● **Task description**: The number needed is how many lines of the data hold the string "Avenue". Give that number and nothing more.

● **Provided records**:
========================================

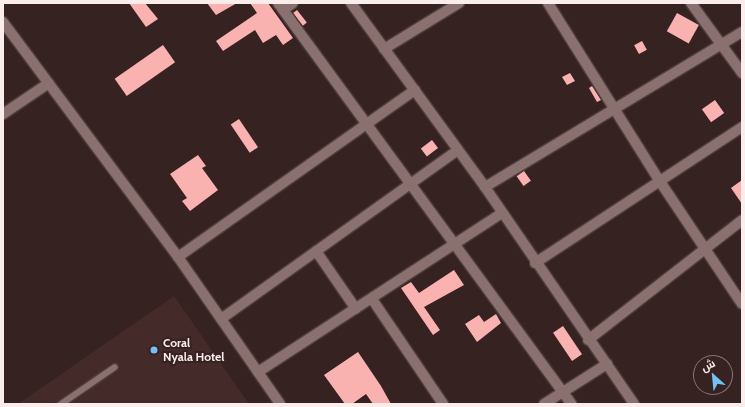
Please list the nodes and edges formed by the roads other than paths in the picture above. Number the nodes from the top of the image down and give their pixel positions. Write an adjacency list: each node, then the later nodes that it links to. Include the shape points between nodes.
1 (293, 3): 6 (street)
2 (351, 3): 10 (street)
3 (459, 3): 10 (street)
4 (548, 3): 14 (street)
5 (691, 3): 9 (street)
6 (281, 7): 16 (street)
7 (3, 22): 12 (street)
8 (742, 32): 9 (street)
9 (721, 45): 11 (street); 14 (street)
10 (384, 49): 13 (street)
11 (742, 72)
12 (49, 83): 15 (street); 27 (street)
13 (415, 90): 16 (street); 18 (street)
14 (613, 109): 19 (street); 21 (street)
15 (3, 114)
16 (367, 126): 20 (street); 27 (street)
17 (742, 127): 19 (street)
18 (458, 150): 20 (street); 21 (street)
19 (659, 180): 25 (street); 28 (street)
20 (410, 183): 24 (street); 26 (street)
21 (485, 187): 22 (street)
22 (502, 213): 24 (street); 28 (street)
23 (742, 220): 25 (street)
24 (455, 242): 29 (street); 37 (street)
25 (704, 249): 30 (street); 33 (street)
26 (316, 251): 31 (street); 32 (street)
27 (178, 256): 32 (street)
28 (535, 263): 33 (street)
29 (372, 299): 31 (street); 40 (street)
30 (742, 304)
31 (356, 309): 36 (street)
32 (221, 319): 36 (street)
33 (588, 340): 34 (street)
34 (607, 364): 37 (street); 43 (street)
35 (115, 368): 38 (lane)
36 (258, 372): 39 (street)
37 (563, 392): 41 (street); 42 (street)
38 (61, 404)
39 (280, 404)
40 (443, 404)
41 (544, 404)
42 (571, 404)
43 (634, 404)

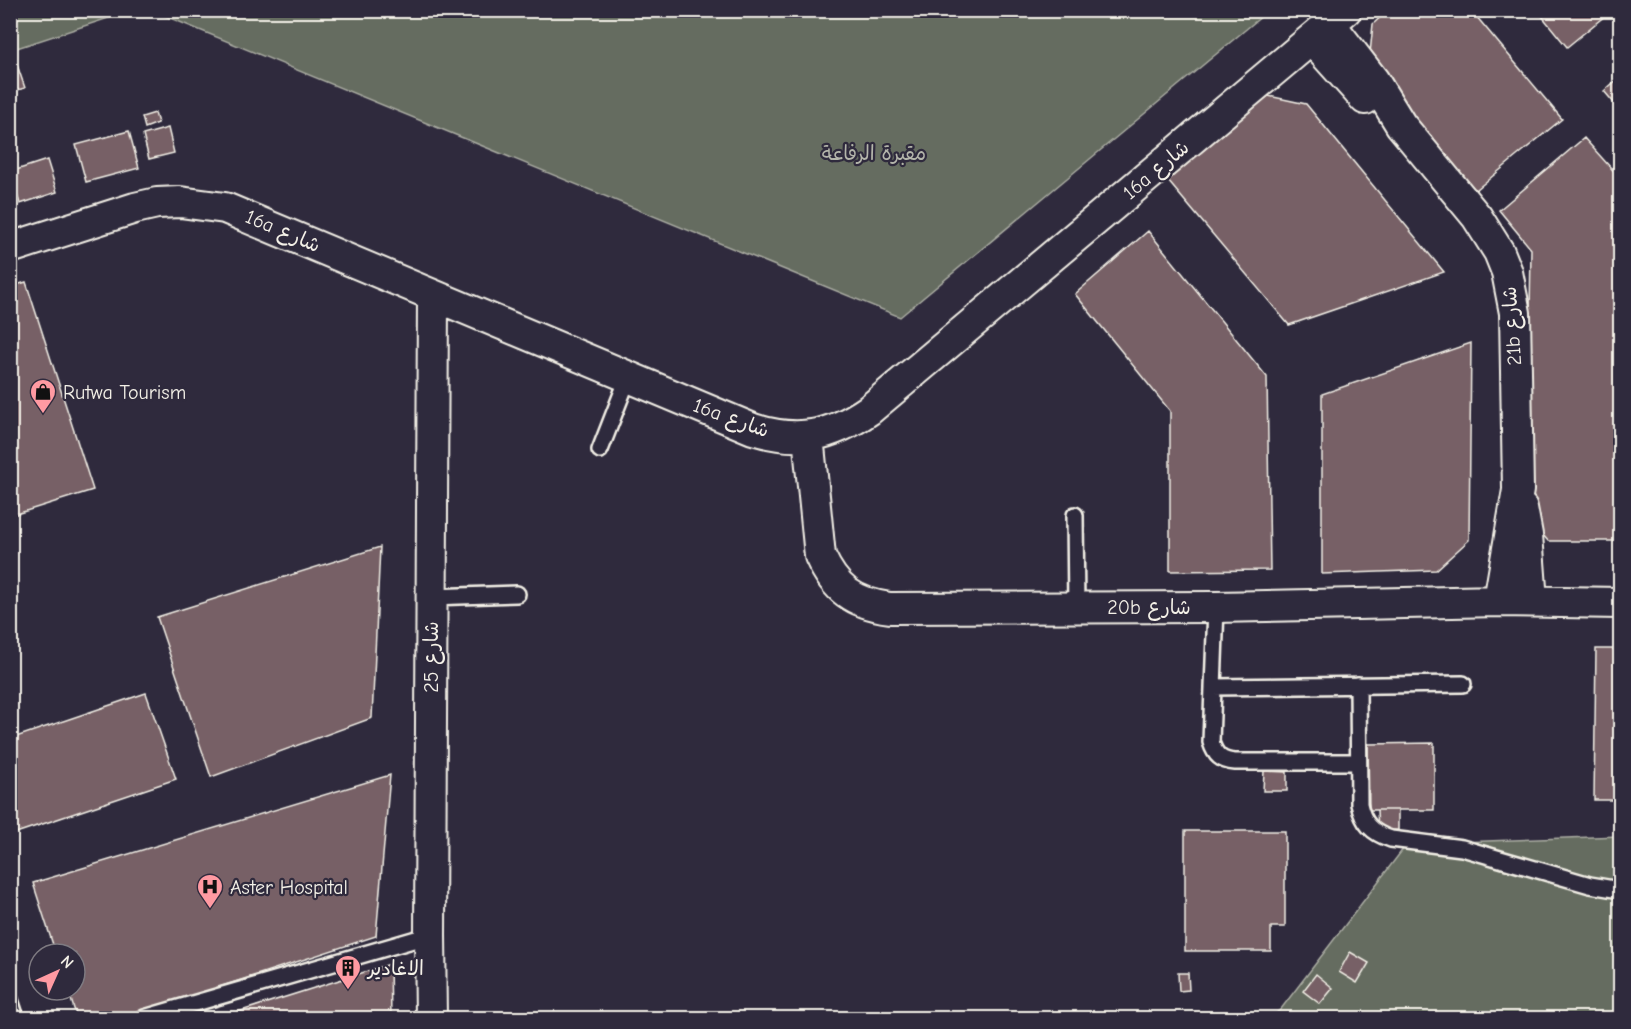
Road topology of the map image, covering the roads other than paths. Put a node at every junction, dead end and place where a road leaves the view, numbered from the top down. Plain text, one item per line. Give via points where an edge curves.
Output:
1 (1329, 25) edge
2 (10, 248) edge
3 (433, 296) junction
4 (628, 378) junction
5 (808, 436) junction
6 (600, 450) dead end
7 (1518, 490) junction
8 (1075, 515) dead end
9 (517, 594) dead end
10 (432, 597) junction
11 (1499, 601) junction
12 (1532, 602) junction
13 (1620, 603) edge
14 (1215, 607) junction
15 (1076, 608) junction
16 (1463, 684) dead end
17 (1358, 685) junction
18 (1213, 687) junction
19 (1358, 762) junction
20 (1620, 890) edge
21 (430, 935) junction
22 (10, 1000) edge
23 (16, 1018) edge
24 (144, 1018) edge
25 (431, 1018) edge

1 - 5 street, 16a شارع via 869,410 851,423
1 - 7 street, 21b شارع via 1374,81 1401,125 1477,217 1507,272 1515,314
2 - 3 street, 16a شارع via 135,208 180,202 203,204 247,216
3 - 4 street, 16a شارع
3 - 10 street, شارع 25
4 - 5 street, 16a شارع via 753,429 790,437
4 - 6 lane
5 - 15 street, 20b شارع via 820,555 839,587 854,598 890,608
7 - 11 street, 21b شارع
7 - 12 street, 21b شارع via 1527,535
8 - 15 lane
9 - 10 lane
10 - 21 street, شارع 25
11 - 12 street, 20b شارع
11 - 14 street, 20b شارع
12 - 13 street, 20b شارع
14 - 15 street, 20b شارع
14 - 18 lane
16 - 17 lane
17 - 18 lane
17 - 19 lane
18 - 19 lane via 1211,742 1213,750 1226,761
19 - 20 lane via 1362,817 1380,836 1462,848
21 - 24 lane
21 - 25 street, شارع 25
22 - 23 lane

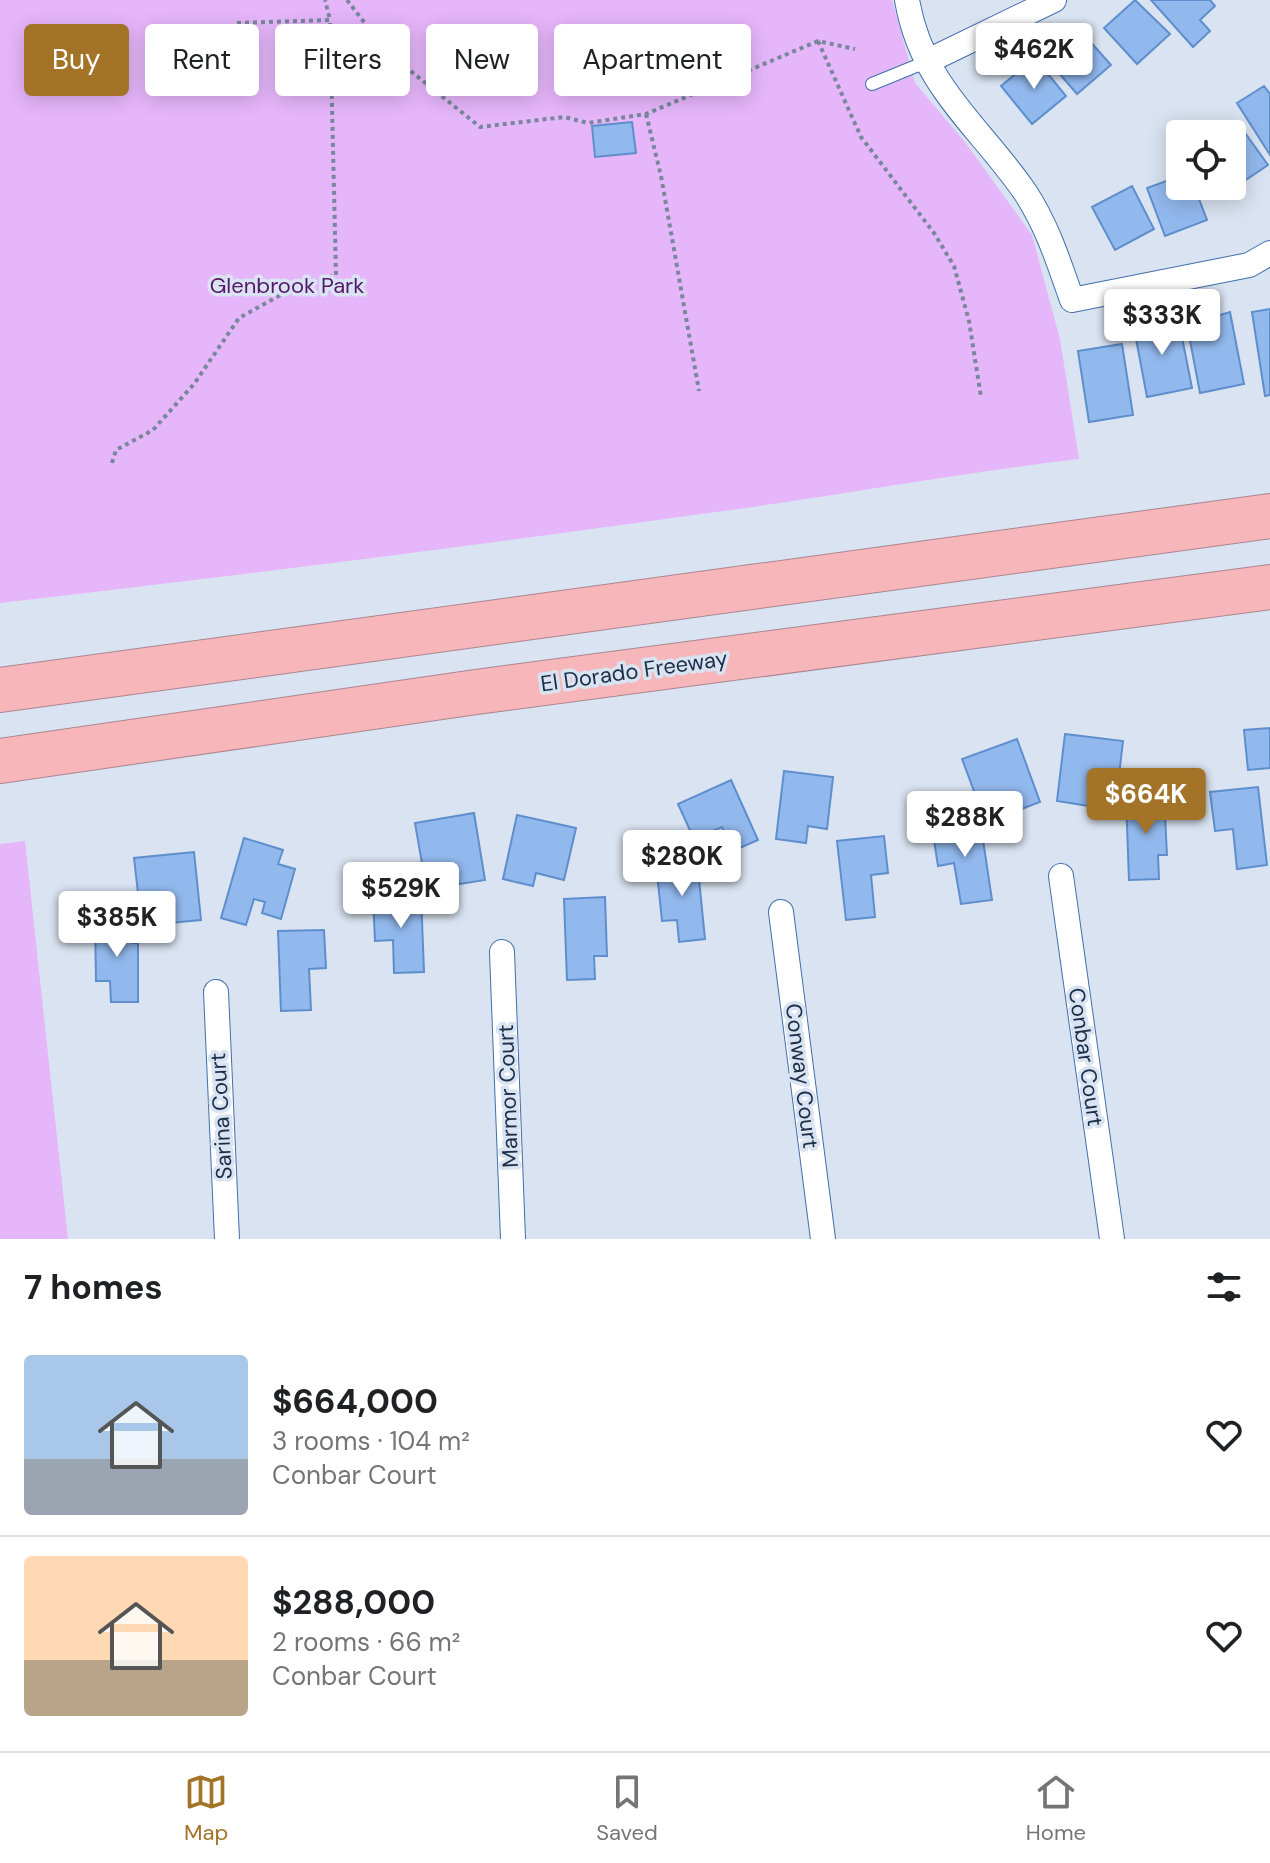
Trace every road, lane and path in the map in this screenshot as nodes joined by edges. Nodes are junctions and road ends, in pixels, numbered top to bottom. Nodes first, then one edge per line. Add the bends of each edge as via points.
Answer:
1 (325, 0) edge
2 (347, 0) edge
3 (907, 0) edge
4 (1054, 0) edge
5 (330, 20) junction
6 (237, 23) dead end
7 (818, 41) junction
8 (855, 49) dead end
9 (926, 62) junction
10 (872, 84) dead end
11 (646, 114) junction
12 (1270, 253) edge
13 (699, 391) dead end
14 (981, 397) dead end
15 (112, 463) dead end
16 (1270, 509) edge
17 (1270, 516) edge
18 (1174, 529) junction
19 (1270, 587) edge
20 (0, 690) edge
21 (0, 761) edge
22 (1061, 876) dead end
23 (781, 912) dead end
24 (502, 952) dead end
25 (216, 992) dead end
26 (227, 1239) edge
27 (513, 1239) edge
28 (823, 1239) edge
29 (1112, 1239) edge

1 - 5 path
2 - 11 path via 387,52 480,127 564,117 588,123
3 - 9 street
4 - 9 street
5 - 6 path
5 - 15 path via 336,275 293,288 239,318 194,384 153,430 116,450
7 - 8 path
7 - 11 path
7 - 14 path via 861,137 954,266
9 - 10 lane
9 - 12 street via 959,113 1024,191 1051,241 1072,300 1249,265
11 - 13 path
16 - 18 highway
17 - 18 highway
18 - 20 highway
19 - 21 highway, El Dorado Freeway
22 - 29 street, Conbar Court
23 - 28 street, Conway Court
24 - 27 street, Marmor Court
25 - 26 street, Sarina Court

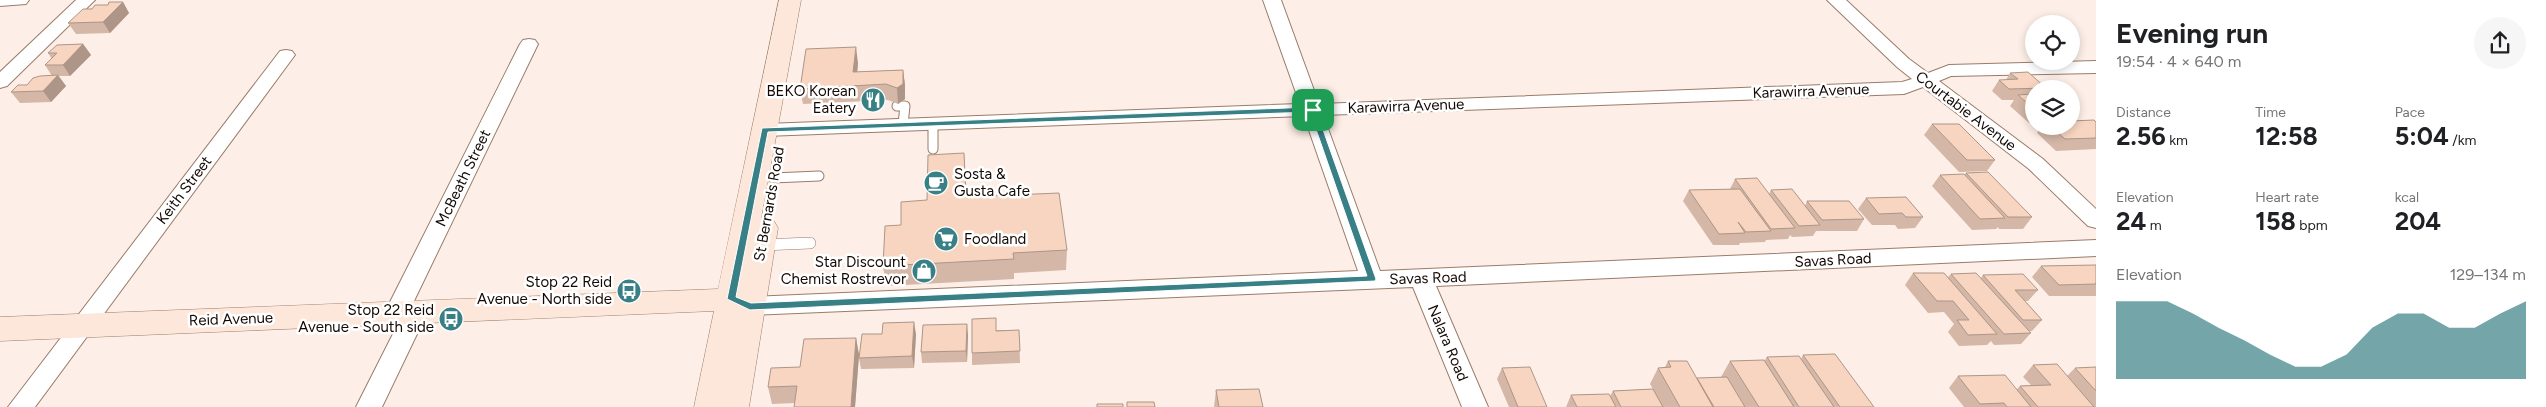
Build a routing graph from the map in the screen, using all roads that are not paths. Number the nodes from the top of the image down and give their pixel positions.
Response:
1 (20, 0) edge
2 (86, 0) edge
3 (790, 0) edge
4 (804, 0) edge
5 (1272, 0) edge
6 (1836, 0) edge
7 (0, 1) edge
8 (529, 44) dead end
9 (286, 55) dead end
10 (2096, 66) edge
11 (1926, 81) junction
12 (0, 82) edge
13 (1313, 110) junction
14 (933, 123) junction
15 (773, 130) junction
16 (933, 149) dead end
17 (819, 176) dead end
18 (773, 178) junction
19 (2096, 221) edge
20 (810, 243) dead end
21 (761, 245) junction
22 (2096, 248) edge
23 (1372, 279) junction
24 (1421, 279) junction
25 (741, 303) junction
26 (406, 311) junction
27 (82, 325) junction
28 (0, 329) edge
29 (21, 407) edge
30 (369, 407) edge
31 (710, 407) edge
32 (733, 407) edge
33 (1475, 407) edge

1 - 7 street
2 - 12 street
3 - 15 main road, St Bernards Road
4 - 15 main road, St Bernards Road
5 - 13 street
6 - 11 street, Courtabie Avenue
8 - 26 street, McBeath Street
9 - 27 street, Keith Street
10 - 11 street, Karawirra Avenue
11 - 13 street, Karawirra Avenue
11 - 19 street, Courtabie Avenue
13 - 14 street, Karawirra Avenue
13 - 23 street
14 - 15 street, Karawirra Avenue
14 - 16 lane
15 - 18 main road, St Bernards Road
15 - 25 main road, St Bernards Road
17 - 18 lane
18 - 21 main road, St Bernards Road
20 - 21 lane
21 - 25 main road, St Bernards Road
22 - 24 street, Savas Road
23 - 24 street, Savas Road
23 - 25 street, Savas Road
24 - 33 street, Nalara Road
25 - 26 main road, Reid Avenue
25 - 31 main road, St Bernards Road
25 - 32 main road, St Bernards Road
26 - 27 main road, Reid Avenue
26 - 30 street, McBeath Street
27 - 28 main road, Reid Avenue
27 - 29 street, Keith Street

========================================

● **Task solution**: 9